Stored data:
== Segment start ==
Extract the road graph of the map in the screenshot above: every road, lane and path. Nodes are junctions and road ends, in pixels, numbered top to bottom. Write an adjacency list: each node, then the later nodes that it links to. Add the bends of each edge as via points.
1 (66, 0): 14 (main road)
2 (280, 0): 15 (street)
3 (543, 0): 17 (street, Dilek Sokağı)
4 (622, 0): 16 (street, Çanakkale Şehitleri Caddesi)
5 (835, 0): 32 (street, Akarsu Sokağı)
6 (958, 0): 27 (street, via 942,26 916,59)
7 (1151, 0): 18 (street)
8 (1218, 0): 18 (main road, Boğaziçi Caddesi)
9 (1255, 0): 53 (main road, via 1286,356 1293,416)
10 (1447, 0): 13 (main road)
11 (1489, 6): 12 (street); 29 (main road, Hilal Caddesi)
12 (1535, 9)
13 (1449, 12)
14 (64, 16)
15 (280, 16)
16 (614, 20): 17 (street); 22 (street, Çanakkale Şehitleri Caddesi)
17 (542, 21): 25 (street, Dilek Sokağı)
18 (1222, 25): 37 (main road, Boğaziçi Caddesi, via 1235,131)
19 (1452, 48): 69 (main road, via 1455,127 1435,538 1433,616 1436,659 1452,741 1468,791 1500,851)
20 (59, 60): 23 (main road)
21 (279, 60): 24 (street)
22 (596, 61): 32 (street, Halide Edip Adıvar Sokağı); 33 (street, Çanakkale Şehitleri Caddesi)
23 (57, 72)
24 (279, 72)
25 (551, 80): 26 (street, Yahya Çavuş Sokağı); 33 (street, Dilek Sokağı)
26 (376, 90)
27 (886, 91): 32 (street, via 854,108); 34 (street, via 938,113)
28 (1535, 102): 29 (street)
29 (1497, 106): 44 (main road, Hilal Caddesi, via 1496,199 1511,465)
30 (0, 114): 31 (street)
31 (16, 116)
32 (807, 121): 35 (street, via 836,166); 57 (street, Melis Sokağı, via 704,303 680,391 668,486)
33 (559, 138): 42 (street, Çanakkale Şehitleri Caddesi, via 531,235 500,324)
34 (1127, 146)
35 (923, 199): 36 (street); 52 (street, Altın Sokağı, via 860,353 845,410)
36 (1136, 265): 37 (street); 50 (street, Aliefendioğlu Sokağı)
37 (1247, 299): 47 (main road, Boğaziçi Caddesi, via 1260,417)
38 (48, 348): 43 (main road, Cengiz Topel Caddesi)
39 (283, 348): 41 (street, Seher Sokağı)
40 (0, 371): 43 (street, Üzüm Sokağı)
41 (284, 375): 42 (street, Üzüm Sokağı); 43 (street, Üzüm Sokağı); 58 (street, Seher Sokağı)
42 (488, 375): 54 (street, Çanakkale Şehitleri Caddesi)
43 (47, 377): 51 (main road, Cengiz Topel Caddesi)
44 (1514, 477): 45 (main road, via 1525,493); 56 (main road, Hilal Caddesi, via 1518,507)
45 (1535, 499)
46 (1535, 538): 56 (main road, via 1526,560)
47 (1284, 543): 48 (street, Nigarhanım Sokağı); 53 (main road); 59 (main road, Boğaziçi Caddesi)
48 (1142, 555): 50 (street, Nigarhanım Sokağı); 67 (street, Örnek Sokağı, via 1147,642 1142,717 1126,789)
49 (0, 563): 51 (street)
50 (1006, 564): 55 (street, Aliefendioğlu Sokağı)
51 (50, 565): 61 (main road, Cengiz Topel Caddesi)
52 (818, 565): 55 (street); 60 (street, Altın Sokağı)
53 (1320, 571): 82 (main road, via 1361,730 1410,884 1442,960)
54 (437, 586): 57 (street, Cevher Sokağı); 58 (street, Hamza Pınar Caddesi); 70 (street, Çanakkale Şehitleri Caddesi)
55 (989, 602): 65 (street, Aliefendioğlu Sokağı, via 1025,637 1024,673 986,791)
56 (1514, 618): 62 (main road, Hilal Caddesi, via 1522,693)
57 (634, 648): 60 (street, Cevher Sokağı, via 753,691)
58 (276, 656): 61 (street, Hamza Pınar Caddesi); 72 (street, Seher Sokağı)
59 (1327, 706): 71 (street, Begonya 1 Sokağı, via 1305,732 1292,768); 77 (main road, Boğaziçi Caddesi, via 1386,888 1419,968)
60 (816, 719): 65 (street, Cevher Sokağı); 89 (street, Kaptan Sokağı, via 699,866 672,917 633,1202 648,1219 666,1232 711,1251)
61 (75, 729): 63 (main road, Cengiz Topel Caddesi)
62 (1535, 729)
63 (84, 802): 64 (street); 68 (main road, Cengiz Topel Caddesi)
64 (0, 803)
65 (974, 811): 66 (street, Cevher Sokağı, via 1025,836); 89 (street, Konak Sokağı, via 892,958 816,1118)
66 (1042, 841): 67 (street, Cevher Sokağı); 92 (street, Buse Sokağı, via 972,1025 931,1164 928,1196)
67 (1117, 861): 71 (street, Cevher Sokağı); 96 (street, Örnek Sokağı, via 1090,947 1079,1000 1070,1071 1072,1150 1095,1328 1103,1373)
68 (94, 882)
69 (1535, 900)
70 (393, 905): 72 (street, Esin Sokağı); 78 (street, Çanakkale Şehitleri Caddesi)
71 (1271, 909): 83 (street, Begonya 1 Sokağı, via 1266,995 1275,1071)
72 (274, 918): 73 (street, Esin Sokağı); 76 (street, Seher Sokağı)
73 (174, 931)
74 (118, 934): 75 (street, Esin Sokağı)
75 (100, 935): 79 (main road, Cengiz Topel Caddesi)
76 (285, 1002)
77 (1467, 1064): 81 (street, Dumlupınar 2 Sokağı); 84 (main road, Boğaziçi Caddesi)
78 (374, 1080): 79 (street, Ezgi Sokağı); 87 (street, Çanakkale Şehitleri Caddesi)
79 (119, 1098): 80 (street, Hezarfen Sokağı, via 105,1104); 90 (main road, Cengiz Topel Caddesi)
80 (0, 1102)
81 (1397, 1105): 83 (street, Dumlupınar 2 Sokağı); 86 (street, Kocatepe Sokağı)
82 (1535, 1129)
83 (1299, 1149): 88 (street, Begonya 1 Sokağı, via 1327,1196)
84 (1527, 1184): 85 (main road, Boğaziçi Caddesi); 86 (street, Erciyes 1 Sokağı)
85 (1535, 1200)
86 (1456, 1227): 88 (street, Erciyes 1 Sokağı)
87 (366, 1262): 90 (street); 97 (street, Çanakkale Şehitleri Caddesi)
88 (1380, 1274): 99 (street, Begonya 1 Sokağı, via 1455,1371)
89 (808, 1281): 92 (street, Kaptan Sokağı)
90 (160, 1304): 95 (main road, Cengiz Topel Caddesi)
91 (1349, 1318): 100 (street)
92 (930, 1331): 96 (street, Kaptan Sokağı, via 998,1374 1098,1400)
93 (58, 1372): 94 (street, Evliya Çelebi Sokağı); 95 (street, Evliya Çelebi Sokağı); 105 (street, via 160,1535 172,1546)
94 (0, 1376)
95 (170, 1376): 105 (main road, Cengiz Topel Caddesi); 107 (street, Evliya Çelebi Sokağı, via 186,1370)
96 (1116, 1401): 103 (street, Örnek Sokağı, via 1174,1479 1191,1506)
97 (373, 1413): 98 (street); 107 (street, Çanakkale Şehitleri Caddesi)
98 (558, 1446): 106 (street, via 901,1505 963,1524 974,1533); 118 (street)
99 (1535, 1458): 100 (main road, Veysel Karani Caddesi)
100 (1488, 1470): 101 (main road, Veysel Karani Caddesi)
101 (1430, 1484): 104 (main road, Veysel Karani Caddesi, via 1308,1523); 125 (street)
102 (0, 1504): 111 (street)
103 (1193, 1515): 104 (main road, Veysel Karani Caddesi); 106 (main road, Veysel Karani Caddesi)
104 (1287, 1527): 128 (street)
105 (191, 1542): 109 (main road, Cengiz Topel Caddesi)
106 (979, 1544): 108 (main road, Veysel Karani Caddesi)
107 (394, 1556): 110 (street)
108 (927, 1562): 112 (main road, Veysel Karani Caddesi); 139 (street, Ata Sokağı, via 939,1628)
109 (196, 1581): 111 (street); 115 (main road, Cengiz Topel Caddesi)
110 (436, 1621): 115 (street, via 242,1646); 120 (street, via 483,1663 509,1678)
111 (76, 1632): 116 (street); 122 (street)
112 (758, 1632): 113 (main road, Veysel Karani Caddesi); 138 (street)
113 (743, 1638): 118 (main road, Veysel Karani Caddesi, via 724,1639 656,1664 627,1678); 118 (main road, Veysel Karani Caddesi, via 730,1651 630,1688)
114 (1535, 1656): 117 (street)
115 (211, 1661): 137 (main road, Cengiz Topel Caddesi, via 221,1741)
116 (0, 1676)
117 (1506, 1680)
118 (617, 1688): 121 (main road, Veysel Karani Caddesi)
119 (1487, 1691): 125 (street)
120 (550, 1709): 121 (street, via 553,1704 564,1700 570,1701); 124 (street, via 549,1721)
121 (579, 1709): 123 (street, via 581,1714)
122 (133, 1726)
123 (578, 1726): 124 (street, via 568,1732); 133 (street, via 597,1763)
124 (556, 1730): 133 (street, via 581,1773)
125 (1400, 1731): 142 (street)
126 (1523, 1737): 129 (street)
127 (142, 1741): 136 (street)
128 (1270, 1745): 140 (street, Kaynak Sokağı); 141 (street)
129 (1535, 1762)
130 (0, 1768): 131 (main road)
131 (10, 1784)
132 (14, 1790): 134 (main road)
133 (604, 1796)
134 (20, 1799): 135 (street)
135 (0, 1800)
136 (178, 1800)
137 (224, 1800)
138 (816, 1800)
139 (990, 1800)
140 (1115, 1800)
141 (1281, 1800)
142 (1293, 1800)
== Segment end ==
Working through the records, copy each line in which the word "Esin" appears.

## Response box
70 (393, 905): 72 (street, Esin Sokağı); 78 (street, Çanakkale Şehitleri Caddesi)
72 (274, 918): 73 (street, Esin Sokağı); 76 (street, Seher Sokağı)
74 (118, 934): 75 (street, Esin Sokağı)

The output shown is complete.